*** SOURCE DATA ***

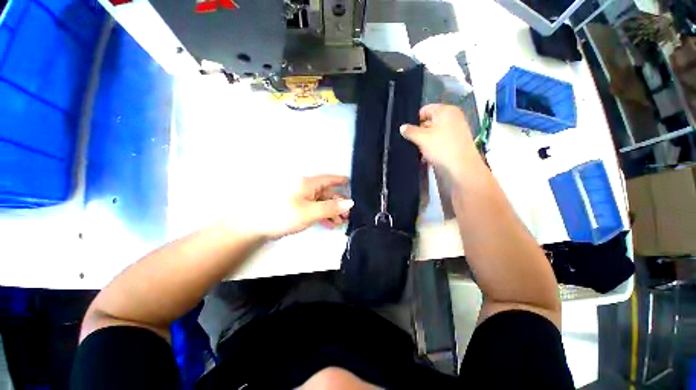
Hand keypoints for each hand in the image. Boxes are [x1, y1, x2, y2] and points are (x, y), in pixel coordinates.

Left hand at [261, 175, 353, 239]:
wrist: (256, 226)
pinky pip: (315, 209)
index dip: (341, 180)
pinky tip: (329, 224)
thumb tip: (349, 202)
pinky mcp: (298, 208)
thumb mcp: (310, 212)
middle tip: (348, 215)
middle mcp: (306, 188)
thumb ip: (331, 207)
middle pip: (327, 193)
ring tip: (340, 222)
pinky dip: (323, 215)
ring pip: (322, 202)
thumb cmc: (284, 215)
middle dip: (339, 203)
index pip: (329, 178)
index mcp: (308, 184)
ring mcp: (302, 198)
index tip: (352, 184)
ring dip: (332, 212)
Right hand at [399, 104, 479, 178]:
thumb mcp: (421, 138)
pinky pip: (439, 142)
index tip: (409, 132)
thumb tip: (402, 127)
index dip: (415, 120)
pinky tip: (427, 157)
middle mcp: (452, 118)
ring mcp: (456, 131)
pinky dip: (432, 148)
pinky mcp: (456, 143)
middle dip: (419, 133)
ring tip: (419, 153)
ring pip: (433, 134)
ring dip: (424, 143)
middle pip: (429, 122)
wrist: (461, 168)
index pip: (425, 110)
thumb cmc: (441, 148)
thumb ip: (410, 131)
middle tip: (413, 143)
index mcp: (446, 111)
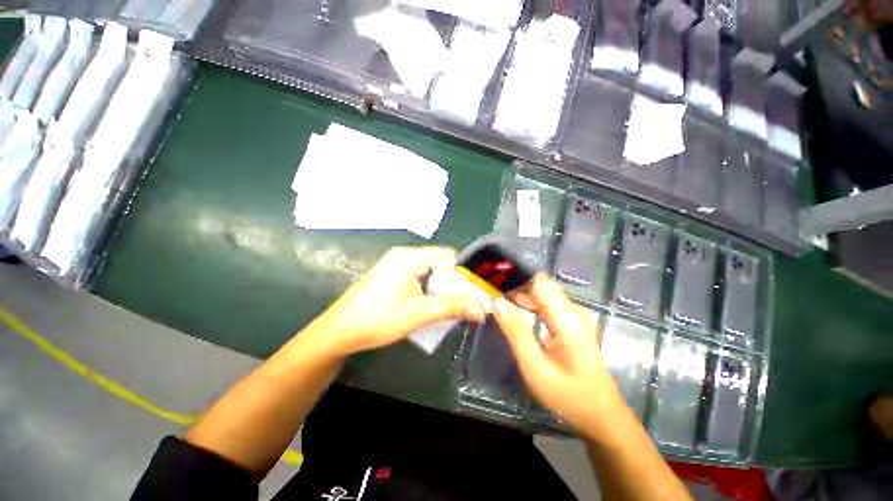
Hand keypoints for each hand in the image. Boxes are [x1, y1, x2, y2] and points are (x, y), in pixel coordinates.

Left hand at [306, 246, 485, 355]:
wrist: (339, 331)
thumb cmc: (378, 319)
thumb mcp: (418, 314)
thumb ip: (452, 307)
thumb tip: (482, 310)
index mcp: (409, 257)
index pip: (448, 255)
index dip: (464, 272)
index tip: (476, 290)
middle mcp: (404, 254)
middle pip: (440, 261)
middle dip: (455, 280)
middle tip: (468, 299)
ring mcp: (397, 263)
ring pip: (431, 269)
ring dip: (443, 285)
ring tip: (454, 303)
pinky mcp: (393, 274)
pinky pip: (420, 275)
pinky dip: (431, 287)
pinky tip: (434, 301)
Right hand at [493, 273, 624, 436]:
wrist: (600, 416)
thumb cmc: (568, 395)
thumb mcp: (535, 367)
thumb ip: (515, 332)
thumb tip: (497, 302)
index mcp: (566, 318)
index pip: (539, 282)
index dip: (516, 276)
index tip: (493, 279)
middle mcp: (571, 311)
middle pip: (539, 286)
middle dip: (514, 285)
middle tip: (488, 290)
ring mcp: (572, 317)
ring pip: (541, 295)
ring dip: (518, 294)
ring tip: (495, 296)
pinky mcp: (569, 324)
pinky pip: (544, 305)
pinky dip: (526, 304)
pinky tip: (512, 309)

***

▶ WORK REQUEST:
The entries above, every one of them, should be retyped exactly, with no pictures carried over.

▶ RESPONSE BOX:
Hand keypoints for each hand in the image. Boxes are [x1, y1, x2, y2] and points are (x, y), in pixel coordinates.

Left hand at [261, 175, 353, 239]:
wrist: (256, 226)
pinky pip: (315, 209)
index dip: (341, 180)
pinky tip: (329, 224)
thumb tip: (349, 202)
pinky mcp: (298, 208)
thumb mcp: (310, 212)
middle tip: (348, 215)
middle mcp: (306, 188)
thumb ip: (331, 207)
middle pip: (327, 193)
ring tip: (340, 222)
pinky dip: (323, 215)
ring pip: (322, 202)
thumb cmc: (284, 215)
middle dip: (339, 203)
index pip: (329, 178)
index mcp: (308, 184)
ring mcp: (302, 198)
index tip: (352, 184)
ring dip: (332, 212)
Right hand at [399, 104, 479, 178]:
thumb mcp: (421, 138)
pinky pip: (439, 142)
index tip: (409, 132)
thumb tip: (402, 127)
index dip: (415, 120)
pinky tip: (427, 157)
middle mcp: (452, 118)
ring mcp: (456, 131)
pinky dip: (432, 148)
pinky mcp: (456, 143)
middle dip: (419, 133)
ring tip: (419, 153)
ring pip: (433, 134)
ring dip: (424, 143)
middle pip: (429, 122)
wrist: (461, 168)
index pip: (425, 110)
thumb cmc: (441, 148)
thumb ip: (410, 131)
middle tip: (413, 143)
index mcp: (446, 111)
Hand keypoints for each hand in the image. Boxes are [x1, y1, x2, y2] and points are (x, y), in pixel coordinates.

Left hand at [306, 246, 485, 355]:
wrist: (339, 331)
thumb cmc: (378, 319)
thumb mcp: (418, 314)
thumb ip: (452, 307)
thumb tip: (482, 310)
index mcp: (409, 257)
index pip: (448, 255)
index dip: (464, 272)
index tip: (476, 290)
middle mcp: (404, 254)
middle pip: (440, 261)
middle dip: (455, 280)
middle tip: (468, 299)
ring mcp: (397, 263)
ring pip: (431, 269)
ring dip: (443, 285)
ring tip: (454, 303)
pinky mcp: (393, 274)
pinky pip: (420, 275)
pinky dip: (431, 287)
pinky tip: (434, 301)
Right hand at [493, 273, 624, 436]:
wrist: (600, 416)
thumb cmc: (568, 395)
thumb mcp: (535, 367)
thumb ip: (515, 332)
thumb tip: (497, 302)
index mcp: (566, 318)
index pip: (539, 282)
index dip: (516, 276)
index tip: (493, 279)
middle mcp: (571, 311)
middle pip: (539, 286)
middle dip: (514, 285)
middle tip: (488, 290)
ring mcp: (572, 317)
ring pip: (541, 295)
ring dip: (518, 294)
ring tip: (495, 296)
pinky mcp: (569, 324)
pinky pip: (544, 305)
pinky dip: (526, 304)
pinky tip: (512, 309)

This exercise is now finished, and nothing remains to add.